Bérénice es triste, alocada, histérica, aventurera, decidida, inteligente,
habla de odiar, de la nada, de destruirlo todo y elevarse sobre la tierra,
busca un ápice de ternura y siente la vida como una experiencia intensa y pura.
«Yaveh ha dotado a esta niña de una gran energía. Le reserva sin duda un gran destino. Me pregunto qué es lo que le inquieta tanto, qué busca con tanto ahínco.» Paso veinticuatro horas de cada veinticuatro en la brecha. Cualquier cosa que vea es ahondada en profundidad. Cualquier idea que me venga es perseguida de extremo a extremo, hasta sus consecuencias. Todo lo que se me aparece en sueños es cuidadosamente descrito, registrado, comparado. Por muy desbordante de actividad que haya sido el día que acaba de pasar, nunca deja, justo al instante en que por fin el sueño empieza a vencerme, de resultarme dudoso, carente de valor, de hacerme temblar de miedo. Siempre preveo con angustia el regreso de la noche, el momento del gran reencuentro conmigo misma, el momento de añadir otro cero a la suma total del pasado, el momento de aproximarme justo a un paso de la frontera más allá de la cual ya no existe nada, ni siquiera el futuro. No hay que perder la esperanza, querida Bérénice, mi conejita, mi pichoncito, mi mónita, mi ratoncita. Quedan tantas cosas por considerar antes de que llegue la hora en que deba decidirme. El helicón y el acordeón aún me han de revelar todos sus secretos. Jamás he fumado. Jamás me he emborrachado. Jamás me he masturbado. Tal vez los textos sánscritos escondan un mensaje de naturaleza cósmica que los millares de especialistas en el tema que los han leído no han entendido. No sé pilotar un avión. Jamás he montado en motocicleta. Jamás he visto las Barren Lands. Jamás he cumplido diecinueve años. Ya veremos después. De golpe y porrazo, tengo la impresión de que no era tan tonta cuando tenía a Constance Exsangüe. ¡Arrea! ¡Arre-a! ¡A-rre-a!

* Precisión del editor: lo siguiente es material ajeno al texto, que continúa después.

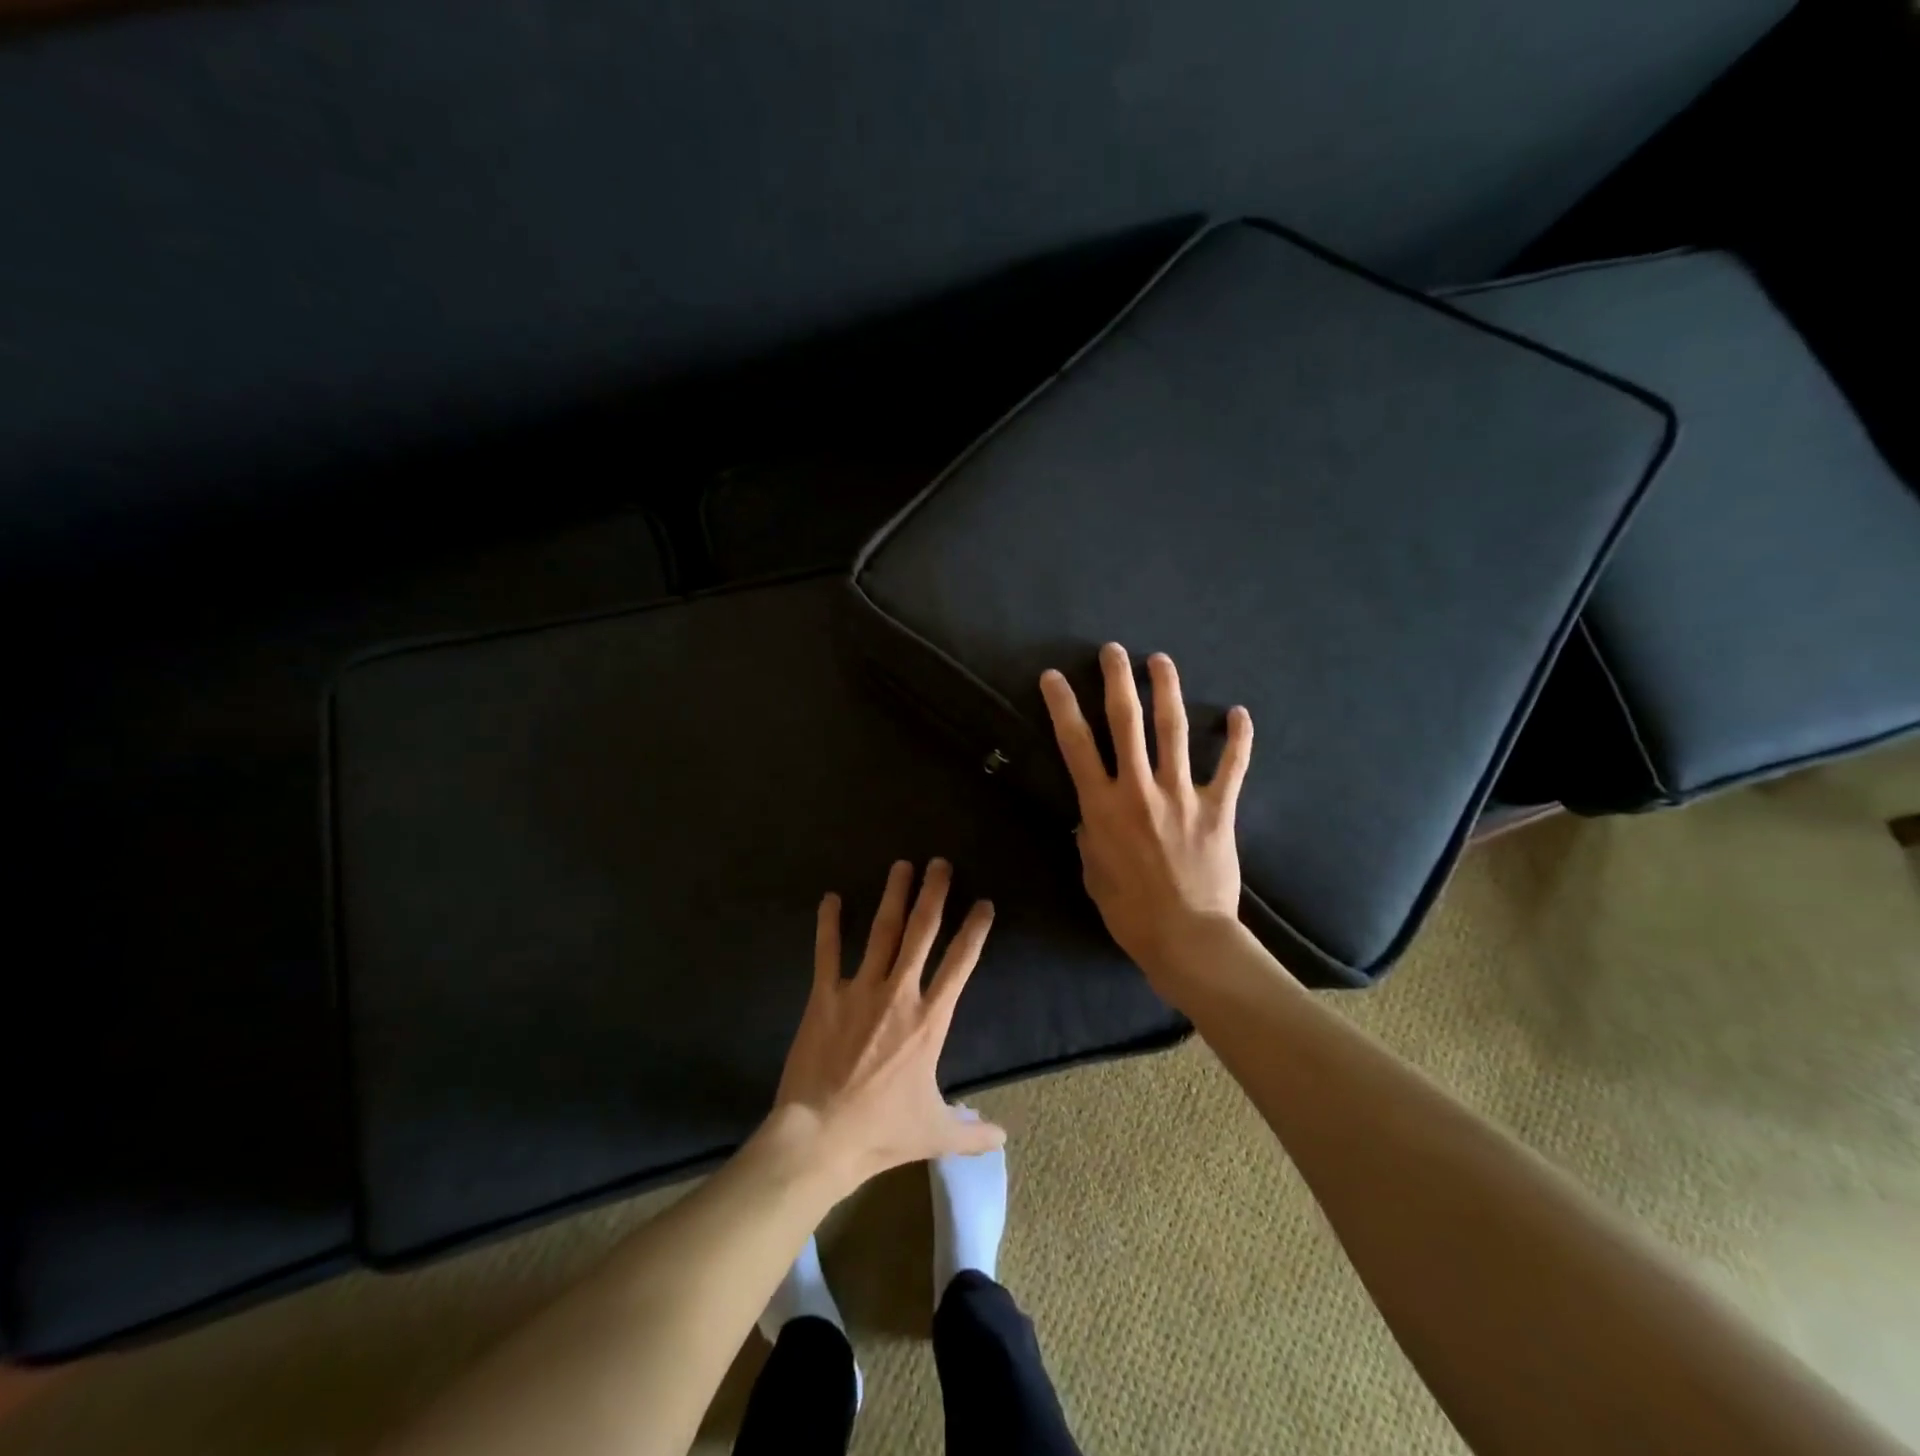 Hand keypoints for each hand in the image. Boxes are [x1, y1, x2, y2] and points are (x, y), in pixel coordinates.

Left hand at [769, 859, 1004, 1194]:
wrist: (820, 1136)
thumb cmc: (881, 1132)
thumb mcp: (935, 1133)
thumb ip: (972, 1131)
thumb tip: (1003, 1137)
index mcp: (929, 1020)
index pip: (960, 964)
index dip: (974, 931)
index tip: (983, 904)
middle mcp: (899, 993)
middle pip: (922, 932)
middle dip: (934, 894)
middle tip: (940, 863)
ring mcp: (860, 990)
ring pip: (882, 932)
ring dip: (893, 897)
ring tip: (901, 866)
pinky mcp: (825, 996)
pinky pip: (827, 952)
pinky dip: (829, 924)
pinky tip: (831, 898)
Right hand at [1039, 644, 1252, 984]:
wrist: (1186, 936)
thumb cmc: (1129, 912)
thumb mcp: (1092, 873)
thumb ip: (1090, 837)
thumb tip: (1093, 817)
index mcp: (1102, 806)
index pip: (1076, 745)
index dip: (1062, 706)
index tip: (1054, 677)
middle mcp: (1139, 789)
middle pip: (1126, 722)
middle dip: (1117, 681)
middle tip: (1113, 650)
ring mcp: (1182, 795)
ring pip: (1173, 731)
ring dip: (1167, 691)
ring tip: (1160, 660)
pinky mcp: (1218, 808)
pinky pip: (1232, 766)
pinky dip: (1238, 738)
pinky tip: (1239, 712)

Bérénice inventa su propio
lenguaje, no atiende a las normas (de los adultos, de la vida misma), subvierte
el orden establecido y parece que, a su alrededor, orbita otro mundo. Ducharme hace
de Bérénice un personaje extravagante y alucinado, una muchacha febril que
juega con las palabras, que las retuerce y convierte en laberintos y poesía,
que tiene un afán destructor y se cuestiona sobre aquello que ve y siente. El
valle de los avasallados es un largo monólogo de Bérénice dejando patas arriba
las creencias y el lenguaje, mezcla pequeñas fábulas y recuerdos con sueños,
invenciones y mentiras, asume la tristeza y la muerte, prefiere escaparse (de
su educación, de la isla donde vive con sus padres, de la vida en sí misma), correr
por las calles nocturnas, ansía tener a su hermano (tenerlo en toda su
intensidad, como si fuese una marioneta, poseerlo y hechizarlo) y, en un
momento, asegura: soy de los que arden en
deseos por propagarse por toda la extensión del firmamento. Bérénice vive
en una isla, en un apartamento cuyas habitaciones parecen nichos, en un
campamento en Israel, lugares que aíslan, que constriñen a la muchacha y hacen
que su imaginación se amplifique. Bérénice es la fiebre.
Es difícil definir El valle de
los avasallados, la escritura de Ducharme es pasional y se desborda una y otra
vez, no hay límites en cuanto al lenguaje o la historia, a veces avanza a
trompicones, a veces es confusa, pero hay algo que te impulsa a entrar en
Bérénice y su particular forma de entender el mundo, Ducharme nos contagia la
fiebre de Bérénice, estamos a su lado, atónitos, preguntándonos por su
intensidad y su locura, su rebeldía y sus ideas, una historia, un lenguaje y un
personaje que permanecen.
Hay tantos fragmentos por
compartir…
El hermano que yo tenía ayer
era defensor de las ratas. El hermano que tengo hoy es lanzador de jabalina. Me
pregunto qué pintan aquí todos estos hermanos. Estoy sola y dejo que se
derrumben encima de mi alma las atalayas que he levantado para fortificarla.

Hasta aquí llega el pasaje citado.